The Systems Administrator will be responsible for the overall infrastructure design and implementation of a highly-available web-based system supporting multiple applications using Amazon Web Services (AWS). This individual will be responsible for effective architecture design, provisioning, installation/configuration, operation, and maintenance of cloud infrastructure and software using AWS. This individual will participate in technical research and development to enable continuing innovation within the infrastructure. This individual will ensure that cloud infrastructure, operating systems, software systems, and related procedures adhere to all applicable security regulations.

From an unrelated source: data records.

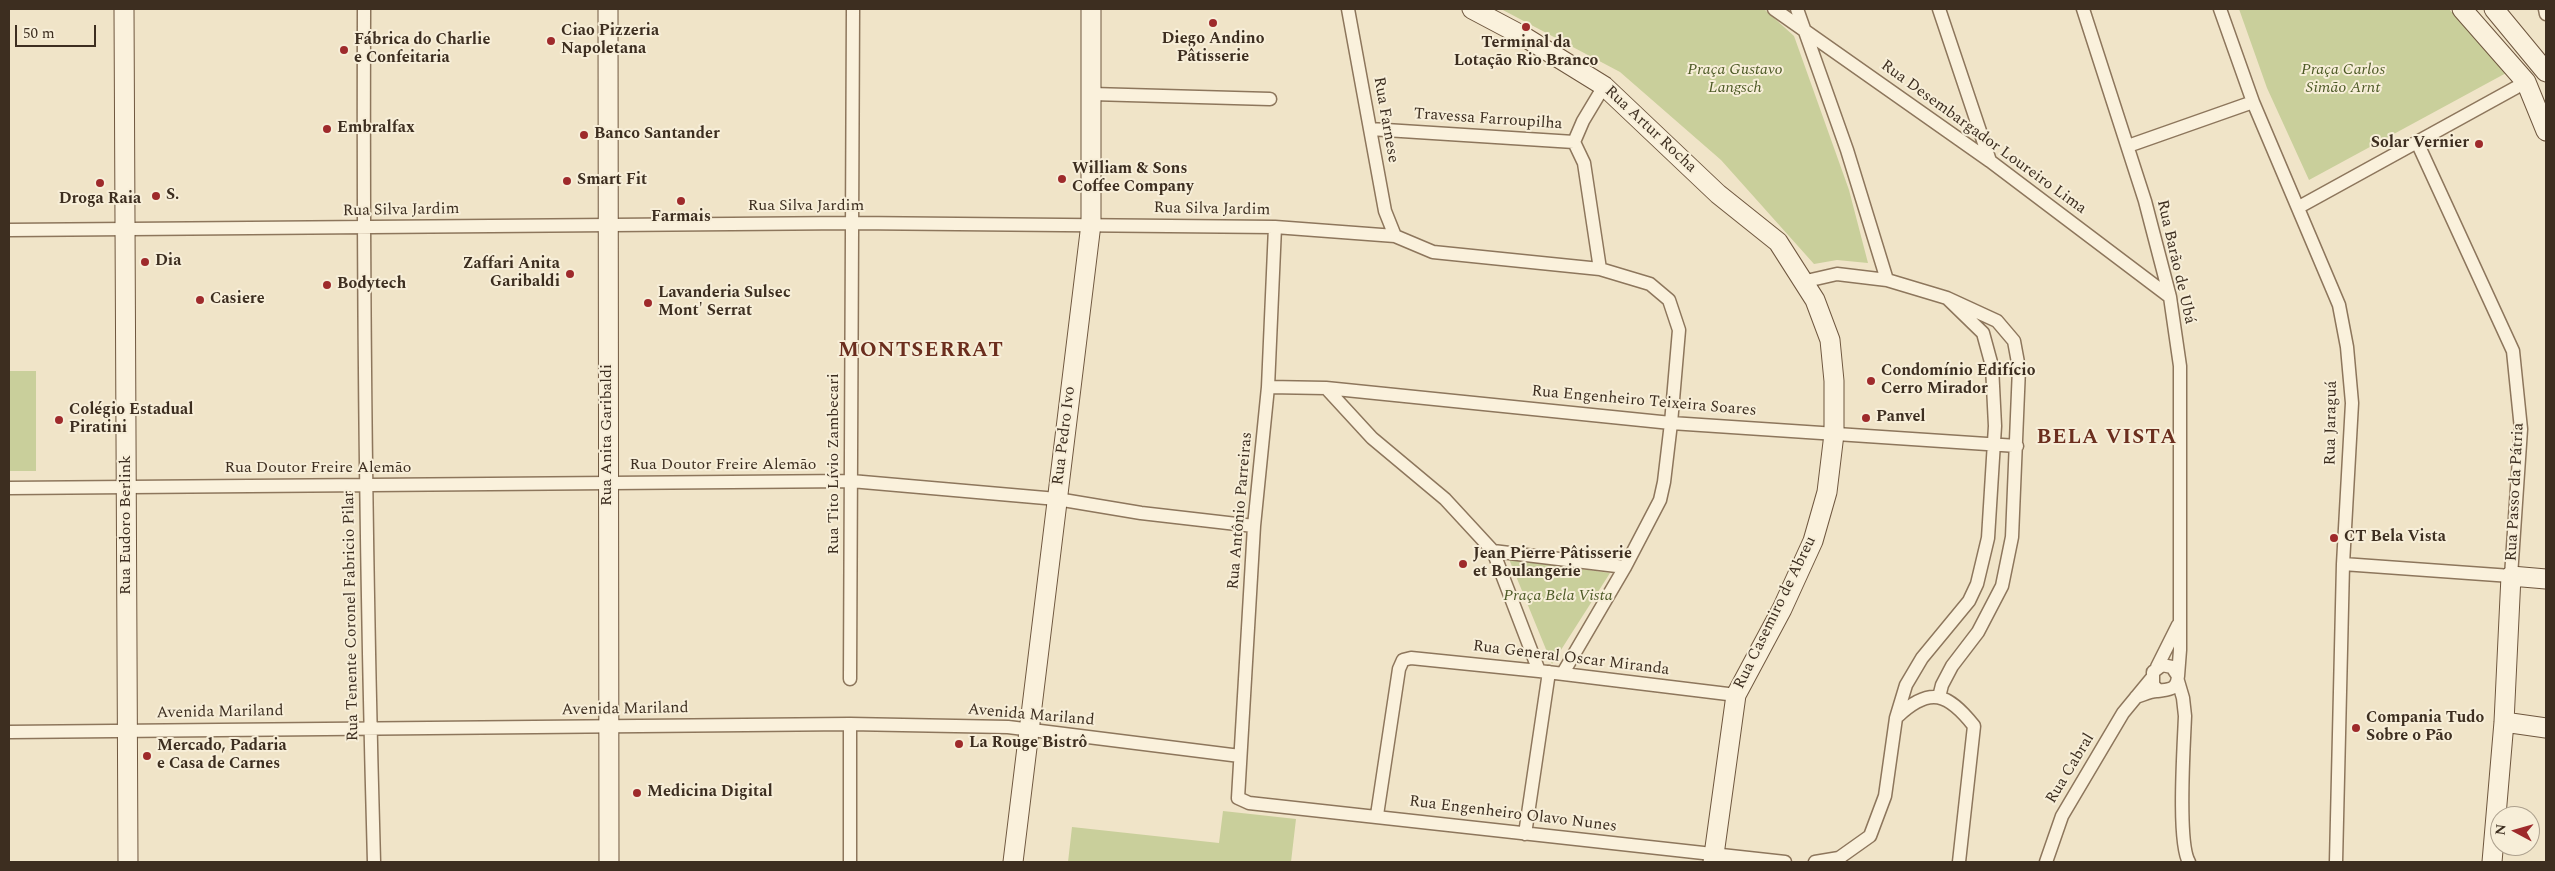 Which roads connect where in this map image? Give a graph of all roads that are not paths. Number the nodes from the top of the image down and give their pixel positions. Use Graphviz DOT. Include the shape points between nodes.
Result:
graph roads {
  1 [pos="124,9"];
  2 [pos="364,9"];
  3 [pos="608,9"];
  4 [pos="854,9"];
  5 [pos="1090,9"];
  6 [pos="1348,9"];
  7 [pos="1472,9"];
  8 [pos="1774,9"];
  9 [pos="1797,9"];
  10 [pos="1939,9"];
  11 [pos="2084,9"];
  12 [pos="2220,9"];
  13 [pos="2462,9"];
  14 [pos="2494,9"];
  15 [pos="2545,9"];
  16 [pos="2546,14"];
  17 [pos="1805,30"];
  18 [pos="2546,72"];
  19 [pos="2546,77"];
  20 [pos="2526,82"];
  21 [pos="1604,86"];
  22 [pos="1092,94"];
  23 [pos="1270,99"];
  24 [pos="2253,102"];
  25 [pos="1370,129"];
  26 [pos="2546,131"];
  27 [pos="1574,142"];
  28 [pos="2417,142"];
  29 [pos="2128,146"];
  30 [pos="1990,161"];
  31 [pos="2299,207"];
  32 [pos="852,223"];
  33 [pos="1091,224"];
  34 [pos="608,225"];
  35 [pos="363,227"];
  36 [pos="1275,227"];
  37 [pos="9,230"];
  38 [pos="125,230"];
  39 [pos="1395,236"];
  40 [pos="1600,268"];
  41 [pos="1887,280"];
  42 [pos="1802,282"];
  43 [pos="2170,297"];
  44 [pos="1947,298"];
  45 [pos="1268,387"];
  46 [pos="1326,388"];
  47 [pos="1670,423"];
  48 [pos="1834,434"];
  49 [pos="1993,444"];
  50 [pos="2017,446"];
  51 [pos="851,481"];
  52 [pos="608,483"];
  53 [pos="366,485"];
  54 [pos="127,487"];
  55 [pos="9,488"];
  56 [pos="1057,499"];
  57 [pos="1254,526"];
  58 [pos="1493,551"];
  59 [pos="2343,564"];
  60 [pos="1625,567"];
  61 [pos="2511,576"];
  62 [pos="2546,578"];
  63 [pos="2179,622"];
  64 [pos="1544,671"];
  65 [pos="2154,673"];
  66 [pos="1563,674"];
  67 [pos="850,679"];
  68 [pos="2178,679"];
  69 [pos="2161,691"];
  70 [pos="1736,695"];
  71 [pos="1940,697"];
  72 [pos="2134,698"];
  73 [pos="2185,716"];
  74 [pos="1896,718"];
  75 [pos="2504,722"];
  76 [pos="850,724"];
  77 [pos="608,726"];
  78 [pos="370,728"];
  79 [pos="2546,728"];
  80 [pos="1029,729"];
  81 [pos="129,731"];
  82 [pos="9,732"];
  83 [pos="1240,756"];
  84 [pos="1238,798"];
  85 [pos="1377,815"];
  86 [pos="1525,834"];
  87 [pos="1714,858"];
  88 [pos="128,862"];
  89 [pos="374,862"];
  90 [pos="609,862"];
  91 [pos="850,862"];
  92 [pos="1013,862"];
  93 [pos="1785,862"];
  94 [pos="1815,862"];
  95 [pos="1959,862"];
  96 [pos="2046,862"];
  97 [pos="2189,862"];
  98 [pos="2336,862"];
  99 [pos="2492,862"];
  1 -- 38 [label="street, Rua Eudoro Berlink"];
  2 -- 35 [label="street, Rua Tenente Coronel Fabricio Pilar"];
  3 -- 34 [label="street, Rua Anita Garibaldi"];
  4 -- 32 [label="street, Rua Tito Lívio Zambecari"];
  5 -- 22 [label="street, Rua Pedro Ivo"];
  6 -- 25 [label="street, Rua Farnese"];
  7 -- 21 [label="street, Rua Artur Rocha"];
  8 -- 17 [label="street, Rua Desembargador Loureiro Lima"];
  9 -- 17 [label="street"];
  10 -- 30 [label="street"];
  11 -- 29 [label="street, Rua Barão de Ubá"];
  12 -- 24 [label="street, Rua Jaraguá"];
  13 -- 20 [label="street"];
  14 -- 18 [label="street"];
  15 -- 16 [label="street"];
  17 -- 30 [label="street, Rua Desembargador Loureiro Lima"];
  17 -- 41 [label="street" via="1847,150"];
  19 -- 20 [label="street"];
  20 -- 26 [label="street"];
  20 -- 28 [label="street"];
  21 -- 27 [label="street"];
  21 -- 42 [label="street, Rua Artur Rocha" via="1718,194 1778,242"];
  22 -- 23 [label="street"];
  22 -- 33 [label="street, Rua Pedro Ivo"];
  24 -- 29 [label="street"];
  24 -- 31 [label="street, Rua Jaraguá"];
  25 -- 27 [label="street, Travessa Farroupilha"];
  25 -- 39 [label="street, Rua Farnese" via="1385,211"];
  27 -- 40 [label="street" via="1584,164"];
  28 -- 31 [label="street"];
  28 -- 61 [label="street, Rua Passo da Pátria" via="2512,352 2521,429"];
  29 -- 43 [label="street, Rua Barão de Ubá"];
  30 -- 43 [label="street, Rua Desembargador Loureiro Lima"];
  31 -- 59 [label="street, Rua Jaraguá" via="2339,305 2347,347 2352,403"];
  32 -- 33 [label="street, Rua Silva Jardim"];
  32 -- 34 [label="street, Rua Silva Jardim"];
  32 -- 51 [label="street, Rua Tito Lívio Zambecari"];
  33 -- 36 [label="street, Rua Silva Jardim"];
  33 -- 56 [label="street, Rua Pedro Ivo"];
  34 -- 35 [label="street, Rua Silva Jardim"];
  34 -- 52 [label="street, Rua Anita Garibaldi"];
  35 -- 38 [label="street, Rua Silva Jardim"];
  35 -- 53 [label="street, Rua Tenente Coronel Fabricio Pilar"];
  36 -- 39 [label="street, Rua Silva Jardim"];
  36 -- 45 [label="street, Rua Antônio Parreiras"];
  37 -- 38 [label="street, Rua Silva Jardim"];
  38 -- 54 [label="street, Rua Eudoro Berlink"];
  39 -- 40 [label="street, Rua Silva Jardim" via="1434,252"];
  40 -- 47 [label="street, Rua Silva Jardim" via="1650,284 1669,300 1679,330"];
  41 -- 42 [label="street" via="1837,274"];
  41 -- 44 [label="street"];
  42 -- 48 [label="street, Rua Casemiro de Abreu" via="1815,300 1830,340"];
  43 -- 63 [label="street, Rua Barão de Ubá" via="2180,366"];
  44 -- 49 [label="street" via="1983,333 1992,366"];
  44 -- 50 [label="street" via="1997,320 2014,340 2019,368"];
  45 -- 46 [label="street, Rua Engenheiro Teixeira Soares"];
  45 -- 57 [label="street, Rua Antônio Parreiras"];
  46 -- 47 [label="street, Rua Engenheiro Teixeira Soares"];
  46 -- 58 [label="street" via="1372,438 1445,500"];
  47 -- 48 [label="street, Rua Engenheiro Teixeira Soares"];
  47 -- 60 [label="street, Rua Silva Jardim" via="1660,500"];
  48 -- 49 [label="street, Rua Engenheiro Teixeira Soares"];
  48 -- 70 [label="street, Rua Casemiro de Abreu" via="1827,492 1813,541 1782,609"];
  49 -- 50 [label="street, Rua Engenheiro Teixeira Soares"];
  49 -- 74 [label="street" via="1988,538 1977,584 1969,601 1922,658 1906,685"];
  50 -- 71 [label="street" via="2012,537 2002,586 1978,632 1949,672"];
  51 -- 52 [label="street, Rua Doutor Freire Alemão"];
  51 -- 56 [label="street, Rua Doutor Freire Alemão"];
  51 -- 67 [label="street, Rua Tito Lívio Zambecari"];
  52 -- 53 [label="street, Rua Doutor Freire Alemão"];
  52 -- 77 [label="street, Rua Anita Garibaldi"];
  53 -- 54 [label="street, Rua Doutor Freire Alemão"];
  53 -- 78 [label="street, Rua Tenente Coronel Fabricio Pilar"];
  54 -- 55 [label="street, Rua Doutor Freire Alemão"];
  54 -- 81 [label="street, Rua Eudoro Berlink"];
  56 -- 57 [label="street, Rua Doutor Freire Alemão"];
  56 -- 80 [label="street, Rua Pedro Ivo"];
  57 -- 83 [label="street, Rua Antônio Parreiras"];
  58 -- 60 [label="street"];
  58 -- 64 [label="street"];
  59 -- 61 [label="street"];
  59 -- 98 [label="street, Rua Jaraguá"];
  60 -- 66 [label="street, Rua Silva Jardim"];
  61 -- 62 [label="street"];
  61 -- 75 [label="street, Rua Passo da Pátria"];
  63 -- 65 [label="street, Rua Barão de Ubá"];
  63 -- 68 [label="street, Rua Barão de Ubá"];
  64 -- 66 [label="street, Rua General Oscar Miranda"];
  64 -- 85 [label="street, Rua General Oscar Miranda" via="1411,658 1403,660"];
  64 -- 86 [label="street"];
  65 -- 68 [label="street" via="2167,665 2176,671"];
  65 -- 69 [label="street"];
  65 -- 72 [label="street, Rua Cabral"];
  66 -- 70 [label="street, Rua General Oscar Miranda"];
  68 -- 69 [label="street" via="2170,690"];
  68 -- 73 [label="street, Rua Barão de Ubá"];
  69 -- 72 [label="street"];
  69 -- 73 [label="street"];
  70 -- 87 [label="street, Rua Casemiro de Abreu"];
  71 -- 74 [label="street" via="1924,697"];
  71 -- 95 [label="street" via="1960,708 1974,726"];
  72 -- 96 [label="street, Rua Cabral" via="2062,816"];
  73 -- 97 [label="street, Rua Barão de Ubá" via="2183,830 2185,856"];
  74 -- 94 [label="street" via="1885,796 1870,836 1839,858"];
  75 -- 79 [label="street"];
  75 -- 99 [label="street, Rua Passo da Pátria"];
  76 -- 77 [label="street, Avenida Mariland"];
  76 -- 80 [label="street, Avenida Mariland"];
  76 -- 91 [label="street"];
  77 -- 78 [label="street, Avenida Mariland"];
  77 -- 90 [label="street, Rua Anita Garibaldi"];
  78 -- 81 [label="street, Avenida Mariland"];
  78 -- 89 [label="street, Rua Tenente Coronel Fabricio Pilar"];
  80 -- 83 [label="street, Avenida Mariland"];
  80 -- 92 [label="street, Rua Pedro Ivo"];
  81 -- 82 [label="street, Avenida Mariland"];
  81 -- 88 [label="street, Rua Eudoro Berlink"];
  83 -- 84 [label="street, Rua Antônio Parreiras"];
  84 -- 85 [label="street, Rua Engenheiro Olavo Nunes" via="1249,803"];
  85 -- 86 [label="street, Rua Engenheiro Olavo Nunes"];
  86 -- 87 [label="street, Rua Engenheiro Olavo Nunes"];
  87 -- 93 [label="street, Rua Engenheiro Olavo Nunes"];
}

This individual will assist project teams with technical issues in the Initiation and Planning phases of development. These activities include the definition of needs, benefits, and technical strategy; research & development within the project life-cycle; technical analysis and design; and support of operations staff in executing, testing and rolling-out the solutions.
Qualified applicants must be detail-oriented, result-driven individuals who can take ownership of a project and can work well without direct oversight. They must have good interpersonal skills, as well as good client interaction skills.
Design overall architecture for highly-available AWS system using EC2, RDS, S3, and DynamoDB services.
Provision new / rebuild existing cloud servers and configure services, settings, directories, storage, permissions, etc. in accordance with standards and project/operational requirements.
Develop and maintain installation, configuration and operations procedures.
Manage team of infrastructure specialist to assist in implementation and support of systems.
Perform regular system monitoring, verifying the integrity and availability of all cloud systems, server resources, systems and key processes, reviewing system and application logs, and verifying completion of scheduled jobs such as backups.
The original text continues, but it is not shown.